_Problem to solve:_
Output all entries verbatim.

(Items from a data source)
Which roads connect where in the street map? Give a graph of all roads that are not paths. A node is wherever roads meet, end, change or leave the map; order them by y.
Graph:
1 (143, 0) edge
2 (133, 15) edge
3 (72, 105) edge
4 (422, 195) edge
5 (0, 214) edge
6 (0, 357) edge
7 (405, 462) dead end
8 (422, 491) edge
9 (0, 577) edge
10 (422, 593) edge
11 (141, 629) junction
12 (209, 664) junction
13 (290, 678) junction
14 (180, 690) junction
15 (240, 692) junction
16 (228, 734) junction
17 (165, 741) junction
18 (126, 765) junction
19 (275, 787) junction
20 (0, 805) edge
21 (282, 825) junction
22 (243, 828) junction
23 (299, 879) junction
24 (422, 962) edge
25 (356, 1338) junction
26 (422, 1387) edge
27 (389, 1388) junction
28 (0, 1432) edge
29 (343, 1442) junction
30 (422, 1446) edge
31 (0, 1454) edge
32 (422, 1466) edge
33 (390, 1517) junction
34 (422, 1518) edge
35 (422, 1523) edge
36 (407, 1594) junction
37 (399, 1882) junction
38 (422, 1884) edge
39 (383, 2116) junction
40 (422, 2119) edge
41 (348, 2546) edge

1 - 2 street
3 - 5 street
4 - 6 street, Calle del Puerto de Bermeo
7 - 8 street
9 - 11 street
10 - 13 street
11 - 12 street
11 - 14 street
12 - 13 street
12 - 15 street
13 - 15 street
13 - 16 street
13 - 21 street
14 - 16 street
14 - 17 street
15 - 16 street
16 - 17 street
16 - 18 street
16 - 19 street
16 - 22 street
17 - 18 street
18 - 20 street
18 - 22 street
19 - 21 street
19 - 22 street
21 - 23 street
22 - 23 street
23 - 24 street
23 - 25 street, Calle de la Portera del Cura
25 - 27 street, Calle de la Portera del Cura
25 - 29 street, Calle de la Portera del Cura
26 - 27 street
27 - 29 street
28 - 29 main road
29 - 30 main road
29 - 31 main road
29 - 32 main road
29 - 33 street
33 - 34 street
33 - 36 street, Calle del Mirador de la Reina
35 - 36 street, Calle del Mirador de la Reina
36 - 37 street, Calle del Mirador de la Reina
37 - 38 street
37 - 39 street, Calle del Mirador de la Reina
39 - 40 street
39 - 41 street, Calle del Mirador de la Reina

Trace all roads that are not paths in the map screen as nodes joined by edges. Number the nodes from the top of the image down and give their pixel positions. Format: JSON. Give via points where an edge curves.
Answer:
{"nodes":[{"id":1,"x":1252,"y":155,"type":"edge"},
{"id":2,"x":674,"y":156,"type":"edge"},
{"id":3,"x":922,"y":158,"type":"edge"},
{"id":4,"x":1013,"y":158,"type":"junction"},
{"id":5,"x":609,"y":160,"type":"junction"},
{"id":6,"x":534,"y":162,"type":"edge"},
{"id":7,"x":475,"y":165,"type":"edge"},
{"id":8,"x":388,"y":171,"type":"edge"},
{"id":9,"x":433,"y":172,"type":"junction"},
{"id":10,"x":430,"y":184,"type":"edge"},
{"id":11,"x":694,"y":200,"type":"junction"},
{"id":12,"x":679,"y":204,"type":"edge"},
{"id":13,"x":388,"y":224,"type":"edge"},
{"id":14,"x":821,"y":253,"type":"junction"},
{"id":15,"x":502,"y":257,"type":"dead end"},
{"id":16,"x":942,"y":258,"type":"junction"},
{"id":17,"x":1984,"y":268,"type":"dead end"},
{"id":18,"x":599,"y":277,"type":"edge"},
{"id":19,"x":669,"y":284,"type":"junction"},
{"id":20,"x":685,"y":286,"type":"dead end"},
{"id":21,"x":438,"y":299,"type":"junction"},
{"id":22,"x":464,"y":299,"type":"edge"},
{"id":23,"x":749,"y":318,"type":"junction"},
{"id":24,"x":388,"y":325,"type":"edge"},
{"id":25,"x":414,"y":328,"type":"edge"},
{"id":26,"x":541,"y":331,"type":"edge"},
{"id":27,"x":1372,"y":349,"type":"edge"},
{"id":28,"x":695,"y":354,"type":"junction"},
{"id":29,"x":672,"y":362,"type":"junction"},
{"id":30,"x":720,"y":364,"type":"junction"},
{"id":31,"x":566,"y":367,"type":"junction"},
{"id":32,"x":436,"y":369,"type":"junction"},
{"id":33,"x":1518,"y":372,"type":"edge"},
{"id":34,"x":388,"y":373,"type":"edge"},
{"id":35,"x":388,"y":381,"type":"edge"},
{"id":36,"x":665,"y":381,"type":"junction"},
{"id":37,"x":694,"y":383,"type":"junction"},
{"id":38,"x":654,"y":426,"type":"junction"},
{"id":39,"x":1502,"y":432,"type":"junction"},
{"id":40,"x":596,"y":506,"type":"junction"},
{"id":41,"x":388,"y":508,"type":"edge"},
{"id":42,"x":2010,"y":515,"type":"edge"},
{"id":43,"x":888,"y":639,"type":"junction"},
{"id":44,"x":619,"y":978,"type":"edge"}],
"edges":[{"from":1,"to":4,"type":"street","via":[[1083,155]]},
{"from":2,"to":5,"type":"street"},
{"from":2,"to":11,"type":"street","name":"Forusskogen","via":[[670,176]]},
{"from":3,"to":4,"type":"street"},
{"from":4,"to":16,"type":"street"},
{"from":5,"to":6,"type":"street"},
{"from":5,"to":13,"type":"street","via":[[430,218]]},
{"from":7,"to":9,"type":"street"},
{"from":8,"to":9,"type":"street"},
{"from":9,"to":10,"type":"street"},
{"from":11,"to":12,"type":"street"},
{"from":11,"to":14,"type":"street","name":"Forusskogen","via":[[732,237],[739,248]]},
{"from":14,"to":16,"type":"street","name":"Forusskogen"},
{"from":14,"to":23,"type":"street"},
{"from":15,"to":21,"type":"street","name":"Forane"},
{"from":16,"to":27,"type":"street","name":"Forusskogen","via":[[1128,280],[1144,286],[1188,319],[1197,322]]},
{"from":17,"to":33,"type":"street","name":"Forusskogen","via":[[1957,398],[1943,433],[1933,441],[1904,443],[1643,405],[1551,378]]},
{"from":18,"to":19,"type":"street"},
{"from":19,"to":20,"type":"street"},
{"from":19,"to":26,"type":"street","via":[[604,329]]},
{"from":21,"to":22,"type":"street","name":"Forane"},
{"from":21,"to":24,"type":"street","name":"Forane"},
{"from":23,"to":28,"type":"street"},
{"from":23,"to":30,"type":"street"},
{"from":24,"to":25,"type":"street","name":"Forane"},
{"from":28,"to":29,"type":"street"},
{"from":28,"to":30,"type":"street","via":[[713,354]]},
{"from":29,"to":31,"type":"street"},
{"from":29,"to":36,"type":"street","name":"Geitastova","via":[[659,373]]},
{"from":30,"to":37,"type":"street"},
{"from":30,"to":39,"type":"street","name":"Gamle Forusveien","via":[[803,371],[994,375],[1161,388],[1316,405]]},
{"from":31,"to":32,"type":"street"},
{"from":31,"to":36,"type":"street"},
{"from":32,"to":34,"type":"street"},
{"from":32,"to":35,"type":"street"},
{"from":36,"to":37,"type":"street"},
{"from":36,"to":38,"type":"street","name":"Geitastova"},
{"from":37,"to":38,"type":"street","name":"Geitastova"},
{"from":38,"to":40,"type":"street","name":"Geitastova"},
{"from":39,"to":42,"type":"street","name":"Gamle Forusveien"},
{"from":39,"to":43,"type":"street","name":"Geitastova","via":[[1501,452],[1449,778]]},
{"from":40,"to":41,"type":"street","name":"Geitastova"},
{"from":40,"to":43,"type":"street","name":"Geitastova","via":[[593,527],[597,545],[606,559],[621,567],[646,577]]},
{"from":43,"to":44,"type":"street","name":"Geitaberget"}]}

_Answer for the task:_
Which roads connect where in the street map? Give a graph of all roads that are not paths. A node is wherever roads meet, end, change or leave the map; order them by y.
Graph:
1 (143, 0) edge
2 (133, 15) edge
3 (72, 105) edge
4 (422, 195) edge
5 (0, 214) edge
6 (0, 357) edge
7 (405, 462) dead end
8 (422, 491) edge
9 (0, 577) edge
10 (422, 593) edge
11 (141, 629) junction
12 (209, 664) junction
13 (290, 678) junction
14 (180, 690) junction
15 (240, 692) junction
16 (228, 734) junction
17 (165, 741) junction
18 (126, 765) junction
19 (275, 787) junction
20 (0, 805) edge
21 (282, 825) junction
22 (243, 828) junction
23 (299, 879) junction
24 (422, 962) edge
25 (356, 1338) junction
26 (422, 1387) edge
27 (389, 1388) junction
28 (0, 1432) edge
29 (343, 1442) junction
30 (422, 1446) edge
31 (0, 1454) edge
32 (422, 1466) edge
33 (390, 1517) junction
34 (422, 1518) edge
35 (422, 1523) edge
36 (407, 1594) junction
37 (399, 1882) junction
38 (422, 1884) edge
39 (383, 2116) junction
40 (422, 2119) edge
41 (348, 2546) edge

1 - 2 street
3 - 5 street
4 - 6 street, Calle del Puerto de Bermeo
7 - 8 street
9 - 11 street
10 - 13 street
11 - 12 street
11 - 14 street
12 - 13 street
12 - 15 street
13 - 15 street
13 - 16 street
13 - 21 street
14 - 16 street
14 - 17 street
15 - 16 street
16 - 17 street
16 - 18 street
16 - 19 street
16 - 22 street
17 - 18 street
18 - 20 street
18 - 22 street
19 - 21 street
19 - 22 street
21 - 23 street
22 - 23 street
23 - 24 street
23 - 25 street, Calle de la Portera del Cura
25 - 27 street, Calle de la Portera del Cura
25 - 29 street, Calle de la Portera del Cura
26 - 27 street
27 - 29 street
28 - 29 main road
29 - 30 main road
29 - 31 main road
29 - 32 main road
29 - 33 street
33 - 34 street
33 - 36 street, Calle del Mirador de la Reina
35 - 36 street, Calle del Mirador de la Reina
36 - 37 street, Calle del Mirador de la Reina
37 - 38 street
37 - 39 street, Calle del Mirador de la Reina
39 - 40 street
39 - 41 street, Calle del Mirador de la Reina

Trace all roads that are not paths in the map screen as nodes joined by edges. Number the nodes from the top of the image down and give their pixel positions. Format: JSON. Give via points where an edge curves.
Answer:
{"nodes":[{"id":1,"x":1252,"y":155,"type":"edge"},
{"id":2,"x":674,"y":156,"type":"edge"},
{"id":3,"x":922,"y":158,"type":"edge"},
{"id":4,"x":1013,"y":158,"type":"junction"},
{"id":5,"x":609,"y":160,"type":"junction"},
{"id":6,"x":534,"y":162,"type":"edge"},
{"id":7,"x":475,"y":165,"type":"edge"},
{"id":8,"x":388,"y":171,"type":"edge"},
{"id":9,"x":433,"y":172,"type":"junction"},
{"id":10,"x":430,"y":184,"type":"edge"},
{"id":11,"x":694,"y":200,"type":"junction"},
{"id":12,"x":679,"y":204,"type":"edge"},
{"id":13,"x":388,"y":224,"type":"edge"},
{"id":14,"x":821,"y":253,"type":"junction"},
{"id":15,"x":502,"y":257,"type":"dead end"},
{"id":16,"x":942,"y":258,"type":"junction"},
{"id":17,"x":1984,"y":268,"type":"dead end"},
{"id":18,"x":599,"y":277,"type":"edge"},
{"id":19,"x":669,"y":284,"type":"junction"},
{"id":20,"x":685,"y":286,"type":"dead end"},
{"id":21,"x":438,"y":299,"type":"junction"},
{"id":22,"x":464,"y":299,"type":"edge"},
{"id":23,"x":749,"y":318,"type":"junction"},
{"id":24,"x":388,"y":325,"type":"edge"},
{"id":25,"x":414,"y":328,"type":"edge"},
{"id":26,"x":541,"y":331,"type":"edge"},
{"id":27,"x":1372,"y":349,"type":"edge"},
{"id":28,"x":695,"y":354,"type":"junction"},
{"id":29,"x":672,"y":362,"type":"junction"},
{"id":30,"x":720,"y":364,"type":"junction"},
{"id":31,"x":566,"y":367,"type":"junction"},
{"id":32,"x":436,"y":369,"type":"junction"},
{"id":33,"x":1518,"y":372,"type":"edge"},
{"id":34,"x":388,"y":373,"type":"edge"},
{"id":35,"x":388,"y":381,"type":"edge"},
{"id":36,"x":665,"y":381,"type":"junction"},
{"id":37,"x":694,"y":383,"type":"junction"},
{"id":38,"x":654,"y":426,"type":"junction"},
{"id":39,"x":1502,"y":432,"type":"junction"},
{"id":40,"x":596,"y":506,"type":"junction"},
{"id":41,"x":388,"y":508,"type":"edge"},
{"id":42,"x":2010,"y":515,"type":"edge"},
{"id":43,"x":888,"y":639,"type":"junction"},
{"id":44,"x":619,"y":978,"type":"edge"}],
"edges":[{"from":1,"to":4,"type":"street","via":[[1083,155]]},
{"from":2,"to":5,"type":"street"},
{"from":2,"to":11,"type":"street","name":"Forusskogen","via":[[670,176]]},
{"from":3,"to":4,"type":"street"},
{"from":4,"to":16,"type":"street"},
{"from":5,"to":6,"type":"street"},
{"from":5,"to":13,"type":"street","via":[[430,218]]},
{"from":7,"to":9,"type":"street"},
{"from":8,"to":9,"type":"street"},
{"from":9,"to":10,"type":"street"},
{"from":11,"to":12,"type":"street"},
{"from":11,"to":14,"type":"street","name":"Forusskogen","via":[[732,237],[739,248]]},
{"from":14,"to":16,"type":"street","name":"Forusskogen"},
{"from":14,"to":23,"type":"street"},
{"from":15,"to":21,"type":"street","name":"Forane"},
{"from":16,"to":27,"type":"street","name":"Forusskogen","via":[[1128,280],[1144,286],[1188,319],[1197,322]]},
{"from":17,"to":33,"type":"street","name":"Forusskogen","via":[[1957,398],[1943,433],[1933,441],[1904,443],[1643,405],[1551,378]]},
{"from":18,"to":19,"type":"street"},
{"from":19,"to":20,"type":"street"},
{"from":19,"to":26,"type":"street","via":[[604,329]]},
{"from":21,"to":22,"type":"street","name":"Forane"},
{"from":21,"to":24,"type":"street","name":"Forane"},
{"from":23,"to":28,"type":"street"},
{"from":23,"to":30,"type":"street"},
{"from":24,"to":25,"type":"street","name":"Forane"},
{"from":28,"to":29,"type":"street"},
{"from":28,"to":30,"type":"street","via":[[713,354]]},
{"from":29,"to":31,"type":"street"},
{"from":29,"to":36,"type":"street","name":"Geitastova","via":[[659,373]]},
{"from":30,"to":37,"type":"street"},
{"from":30,"to":39,"type":"street","name":"Gamle Forusveien","via":[[803,371],[994,375],[1161,388],[1316,405]]},
{"from":31,"to":32,"type":"street"},
{"from":31,"to":36,"type":"street"},
{"from":32,"to":34,"type":"street"},
{"from":32,"to":35,"type":"street"},
{"from":36,"to":37,"type":"street"},
{"from":36,"to":38,"type":"street","name":"Geitastova"},
{"from":37,"to":38,"type":"street","name":"Geitastova"},
{"from":38,"to":40,"type":"street","name":"Geitastova"},
{"from":39,"to":42,"type":"street","name":"Gamle Forusveien"},
{"from":39,"to":43,"type":"street","name":"Geitastova","via":[[1501,452],[1449,778]]},
{"from":40,"to":41,"type":"street","name":"Geitastova"},
{"from":40,"to":43,"type":"street","name":"Geitastova","via":[[593,527],[597,545],[606,559],[621,567],[646,577]]},
{"from":43,"to":44,"type":"street","name":"Geitaberget"}]}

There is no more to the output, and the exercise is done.